Hunt through the lines below for the string "Undokoen" and copy each one that has it.

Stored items
====================

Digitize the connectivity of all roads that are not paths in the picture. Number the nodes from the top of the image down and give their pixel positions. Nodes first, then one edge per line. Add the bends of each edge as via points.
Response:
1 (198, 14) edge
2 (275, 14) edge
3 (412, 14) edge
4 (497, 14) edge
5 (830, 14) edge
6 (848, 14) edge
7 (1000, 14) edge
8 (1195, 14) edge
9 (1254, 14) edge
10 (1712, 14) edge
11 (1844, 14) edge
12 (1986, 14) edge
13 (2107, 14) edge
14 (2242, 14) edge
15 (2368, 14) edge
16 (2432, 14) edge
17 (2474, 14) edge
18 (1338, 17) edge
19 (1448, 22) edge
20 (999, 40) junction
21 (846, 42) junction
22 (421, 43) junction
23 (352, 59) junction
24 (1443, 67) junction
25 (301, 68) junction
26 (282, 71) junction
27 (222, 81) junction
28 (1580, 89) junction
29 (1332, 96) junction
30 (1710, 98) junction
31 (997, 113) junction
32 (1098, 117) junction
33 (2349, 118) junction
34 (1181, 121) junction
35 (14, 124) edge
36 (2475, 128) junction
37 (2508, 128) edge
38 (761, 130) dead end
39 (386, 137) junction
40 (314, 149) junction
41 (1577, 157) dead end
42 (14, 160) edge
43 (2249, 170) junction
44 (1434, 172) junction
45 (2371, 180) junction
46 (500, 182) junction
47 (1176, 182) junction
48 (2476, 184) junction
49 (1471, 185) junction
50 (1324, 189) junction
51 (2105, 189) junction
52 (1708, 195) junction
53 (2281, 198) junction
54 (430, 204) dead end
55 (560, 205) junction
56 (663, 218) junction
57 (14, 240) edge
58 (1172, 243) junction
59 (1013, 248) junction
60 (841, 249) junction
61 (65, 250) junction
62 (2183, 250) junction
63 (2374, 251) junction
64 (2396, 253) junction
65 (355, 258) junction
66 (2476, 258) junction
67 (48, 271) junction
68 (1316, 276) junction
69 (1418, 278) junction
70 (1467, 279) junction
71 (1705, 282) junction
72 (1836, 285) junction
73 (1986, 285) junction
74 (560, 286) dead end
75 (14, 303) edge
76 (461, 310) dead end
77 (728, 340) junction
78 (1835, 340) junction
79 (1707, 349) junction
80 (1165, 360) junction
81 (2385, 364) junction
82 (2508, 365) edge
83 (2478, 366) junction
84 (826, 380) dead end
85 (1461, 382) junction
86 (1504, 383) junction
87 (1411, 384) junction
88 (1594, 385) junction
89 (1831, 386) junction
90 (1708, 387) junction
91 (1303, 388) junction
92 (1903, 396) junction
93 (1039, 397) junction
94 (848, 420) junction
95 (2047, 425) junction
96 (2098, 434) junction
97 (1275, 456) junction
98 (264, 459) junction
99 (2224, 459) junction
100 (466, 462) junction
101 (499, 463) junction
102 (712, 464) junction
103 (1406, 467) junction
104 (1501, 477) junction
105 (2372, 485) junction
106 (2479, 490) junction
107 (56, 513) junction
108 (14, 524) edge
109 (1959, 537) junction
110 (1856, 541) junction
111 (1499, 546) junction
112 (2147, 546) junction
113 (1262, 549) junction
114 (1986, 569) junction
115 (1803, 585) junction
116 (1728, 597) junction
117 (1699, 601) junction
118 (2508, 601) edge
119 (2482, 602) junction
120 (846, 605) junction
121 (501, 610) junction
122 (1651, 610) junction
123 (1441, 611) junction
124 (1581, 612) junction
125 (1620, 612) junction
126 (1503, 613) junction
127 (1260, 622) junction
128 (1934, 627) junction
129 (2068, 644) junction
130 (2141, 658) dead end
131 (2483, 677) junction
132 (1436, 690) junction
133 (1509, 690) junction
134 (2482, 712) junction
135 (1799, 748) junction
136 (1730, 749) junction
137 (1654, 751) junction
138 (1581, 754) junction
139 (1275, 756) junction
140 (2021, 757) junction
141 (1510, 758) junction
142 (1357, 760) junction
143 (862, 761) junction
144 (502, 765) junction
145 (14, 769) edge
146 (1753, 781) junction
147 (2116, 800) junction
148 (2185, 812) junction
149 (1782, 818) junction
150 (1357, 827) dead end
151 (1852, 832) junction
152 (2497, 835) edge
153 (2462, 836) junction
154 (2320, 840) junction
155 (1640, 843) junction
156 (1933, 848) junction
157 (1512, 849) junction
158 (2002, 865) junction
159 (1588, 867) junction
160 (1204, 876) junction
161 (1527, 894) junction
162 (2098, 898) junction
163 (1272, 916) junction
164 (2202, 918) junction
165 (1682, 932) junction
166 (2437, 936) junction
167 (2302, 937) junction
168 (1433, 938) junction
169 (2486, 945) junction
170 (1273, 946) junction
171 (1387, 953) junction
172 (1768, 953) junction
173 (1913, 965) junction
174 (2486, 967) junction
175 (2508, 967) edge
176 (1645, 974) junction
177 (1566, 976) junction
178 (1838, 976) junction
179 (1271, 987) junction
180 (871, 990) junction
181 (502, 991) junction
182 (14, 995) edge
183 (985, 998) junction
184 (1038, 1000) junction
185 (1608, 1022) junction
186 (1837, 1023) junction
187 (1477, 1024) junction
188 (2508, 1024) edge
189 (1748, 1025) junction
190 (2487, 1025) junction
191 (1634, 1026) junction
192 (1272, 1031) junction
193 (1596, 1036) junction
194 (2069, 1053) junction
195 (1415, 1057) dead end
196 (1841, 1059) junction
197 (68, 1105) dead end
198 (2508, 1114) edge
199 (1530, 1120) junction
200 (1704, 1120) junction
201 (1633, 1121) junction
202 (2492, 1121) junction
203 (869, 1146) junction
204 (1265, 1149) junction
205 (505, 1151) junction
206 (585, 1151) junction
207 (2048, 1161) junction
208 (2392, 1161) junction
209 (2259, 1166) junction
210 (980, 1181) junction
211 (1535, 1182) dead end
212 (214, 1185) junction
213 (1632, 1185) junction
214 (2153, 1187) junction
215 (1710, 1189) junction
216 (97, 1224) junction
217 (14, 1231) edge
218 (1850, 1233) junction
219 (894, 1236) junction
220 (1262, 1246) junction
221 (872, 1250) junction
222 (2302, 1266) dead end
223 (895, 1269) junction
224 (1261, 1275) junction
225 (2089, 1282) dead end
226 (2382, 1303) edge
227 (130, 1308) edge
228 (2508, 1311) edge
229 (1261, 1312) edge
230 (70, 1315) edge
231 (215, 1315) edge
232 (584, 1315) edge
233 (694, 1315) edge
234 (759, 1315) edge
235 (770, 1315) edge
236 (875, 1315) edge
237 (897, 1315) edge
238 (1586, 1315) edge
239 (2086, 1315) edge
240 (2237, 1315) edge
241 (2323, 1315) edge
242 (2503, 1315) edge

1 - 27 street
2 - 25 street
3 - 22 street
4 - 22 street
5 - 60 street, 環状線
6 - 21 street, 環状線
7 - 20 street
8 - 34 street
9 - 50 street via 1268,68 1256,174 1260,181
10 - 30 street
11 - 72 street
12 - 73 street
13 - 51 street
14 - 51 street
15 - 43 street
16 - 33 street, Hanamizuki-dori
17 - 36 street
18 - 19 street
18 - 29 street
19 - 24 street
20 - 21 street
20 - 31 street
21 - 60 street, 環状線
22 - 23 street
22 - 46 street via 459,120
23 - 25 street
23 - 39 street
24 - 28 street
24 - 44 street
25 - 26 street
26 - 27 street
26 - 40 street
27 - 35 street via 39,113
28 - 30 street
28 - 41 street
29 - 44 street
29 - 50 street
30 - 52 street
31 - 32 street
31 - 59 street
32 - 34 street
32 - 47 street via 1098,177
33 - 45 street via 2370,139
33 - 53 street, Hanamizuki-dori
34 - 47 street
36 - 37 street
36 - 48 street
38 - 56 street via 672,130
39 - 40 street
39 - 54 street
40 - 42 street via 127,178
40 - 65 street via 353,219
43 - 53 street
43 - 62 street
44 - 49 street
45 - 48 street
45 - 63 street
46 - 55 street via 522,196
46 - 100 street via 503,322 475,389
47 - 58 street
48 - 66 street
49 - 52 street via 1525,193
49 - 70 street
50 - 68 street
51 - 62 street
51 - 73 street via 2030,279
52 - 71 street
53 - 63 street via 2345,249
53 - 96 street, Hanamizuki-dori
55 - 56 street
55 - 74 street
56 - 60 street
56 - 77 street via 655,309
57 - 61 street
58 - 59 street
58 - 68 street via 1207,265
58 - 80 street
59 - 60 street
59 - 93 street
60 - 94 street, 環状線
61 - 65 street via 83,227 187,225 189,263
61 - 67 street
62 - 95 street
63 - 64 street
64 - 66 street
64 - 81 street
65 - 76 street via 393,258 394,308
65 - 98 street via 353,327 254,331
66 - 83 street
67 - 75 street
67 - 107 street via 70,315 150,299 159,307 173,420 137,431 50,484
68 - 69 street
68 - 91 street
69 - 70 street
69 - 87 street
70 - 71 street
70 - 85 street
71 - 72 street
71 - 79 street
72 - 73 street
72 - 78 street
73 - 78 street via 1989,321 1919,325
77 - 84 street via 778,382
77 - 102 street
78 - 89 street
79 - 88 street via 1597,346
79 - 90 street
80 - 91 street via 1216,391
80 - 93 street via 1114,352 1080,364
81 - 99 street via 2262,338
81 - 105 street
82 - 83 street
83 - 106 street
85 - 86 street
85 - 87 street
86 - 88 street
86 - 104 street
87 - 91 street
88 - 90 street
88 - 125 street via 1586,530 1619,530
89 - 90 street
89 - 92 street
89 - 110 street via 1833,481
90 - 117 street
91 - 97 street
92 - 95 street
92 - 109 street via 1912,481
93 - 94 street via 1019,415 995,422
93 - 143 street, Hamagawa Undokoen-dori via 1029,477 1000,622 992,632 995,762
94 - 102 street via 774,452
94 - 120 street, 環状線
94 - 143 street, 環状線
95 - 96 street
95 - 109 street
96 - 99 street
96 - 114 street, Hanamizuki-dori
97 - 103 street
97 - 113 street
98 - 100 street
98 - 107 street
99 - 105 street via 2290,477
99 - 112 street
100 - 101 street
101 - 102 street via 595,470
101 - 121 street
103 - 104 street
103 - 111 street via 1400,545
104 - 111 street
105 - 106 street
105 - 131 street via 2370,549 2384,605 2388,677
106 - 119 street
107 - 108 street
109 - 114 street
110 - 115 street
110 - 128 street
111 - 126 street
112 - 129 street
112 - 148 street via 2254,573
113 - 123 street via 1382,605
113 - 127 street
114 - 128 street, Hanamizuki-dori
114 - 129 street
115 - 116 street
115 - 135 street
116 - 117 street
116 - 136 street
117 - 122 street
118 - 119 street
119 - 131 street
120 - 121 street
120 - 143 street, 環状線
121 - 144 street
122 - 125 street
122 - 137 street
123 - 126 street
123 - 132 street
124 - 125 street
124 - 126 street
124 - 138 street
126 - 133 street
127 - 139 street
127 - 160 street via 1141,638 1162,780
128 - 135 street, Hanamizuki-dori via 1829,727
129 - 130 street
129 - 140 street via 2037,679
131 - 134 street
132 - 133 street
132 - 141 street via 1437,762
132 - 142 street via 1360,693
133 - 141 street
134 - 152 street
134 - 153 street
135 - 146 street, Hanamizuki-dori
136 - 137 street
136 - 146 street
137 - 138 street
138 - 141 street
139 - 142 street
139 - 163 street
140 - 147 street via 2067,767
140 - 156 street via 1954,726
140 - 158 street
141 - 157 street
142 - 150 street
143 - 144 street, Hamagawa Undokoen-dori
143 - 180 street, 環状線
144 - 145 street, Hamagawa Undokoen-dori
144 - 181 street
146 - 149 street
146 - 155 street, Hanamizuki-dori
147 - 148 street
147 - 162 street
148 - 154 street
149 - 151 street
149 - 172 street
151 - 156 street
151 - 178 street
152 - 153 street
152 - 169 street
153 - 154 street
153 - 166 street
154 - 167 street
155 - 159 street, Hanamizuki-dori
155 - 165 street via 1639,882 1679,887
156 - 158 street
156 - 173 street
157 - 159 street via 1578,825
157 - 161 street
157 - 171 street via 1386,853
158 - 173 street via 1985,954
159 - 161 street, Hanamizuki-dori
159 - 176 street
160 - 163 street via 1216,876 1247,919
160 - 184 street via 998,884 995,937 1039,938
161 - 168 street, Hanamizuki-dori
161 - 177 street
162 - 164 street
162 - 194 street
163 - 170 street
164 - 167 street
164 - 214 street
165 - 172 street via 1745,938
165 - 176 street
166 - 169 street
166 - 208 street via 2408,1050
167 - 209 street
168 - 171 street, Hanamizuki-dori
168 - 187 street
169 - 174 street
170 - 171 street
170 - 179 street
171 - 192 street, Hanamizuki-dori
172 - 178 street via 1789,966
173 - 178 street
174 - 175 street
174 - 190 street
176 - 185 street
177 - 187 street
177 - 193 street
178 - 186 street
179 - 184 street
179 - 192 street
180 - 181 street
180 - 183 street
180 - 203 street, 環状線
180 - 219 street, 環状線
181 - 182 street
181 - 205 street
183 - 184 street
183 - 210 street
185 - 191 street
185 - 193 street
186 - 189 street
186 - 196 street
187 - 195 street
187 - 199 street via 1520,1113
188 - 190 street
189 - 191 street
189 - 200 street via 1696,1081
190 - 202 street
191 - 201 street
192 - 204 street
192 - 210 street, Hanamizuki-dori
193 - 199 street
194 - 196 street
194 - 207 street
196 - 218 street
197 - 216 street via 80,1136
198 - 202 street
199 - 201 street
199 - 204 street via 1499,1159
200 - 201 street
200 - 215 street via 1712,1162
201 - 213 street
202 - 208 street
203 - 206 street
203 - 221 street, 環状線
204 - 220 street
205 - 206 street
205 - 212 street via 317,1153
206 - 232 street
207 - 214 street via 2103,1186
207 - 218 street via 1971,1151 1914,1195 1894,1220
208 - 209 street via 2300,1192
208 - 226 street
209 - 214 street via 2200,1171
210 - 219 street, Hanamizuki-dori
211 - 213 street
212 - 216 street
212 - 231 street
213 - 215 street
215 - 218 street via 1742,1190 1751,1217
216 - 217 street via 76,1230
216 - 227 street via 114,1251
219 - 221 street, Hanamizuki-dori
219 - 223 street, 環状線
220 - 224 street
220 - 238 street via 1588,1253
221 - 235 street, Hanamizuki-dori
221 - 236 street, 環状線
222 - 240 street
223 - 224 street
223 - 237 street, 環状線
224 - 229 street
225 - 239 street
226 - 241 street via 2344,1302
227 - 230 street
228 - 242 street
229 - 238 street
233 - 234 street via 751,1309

====================

# FINISHED TASK
93 - 143 street, Hamagawa Undokoen-dori via 1029,477 1000,622 992,632 995,762
143 - 144 street, Hamagawa Undokoen-dori
144 - 145 street, Hamagawa Undokoen-dori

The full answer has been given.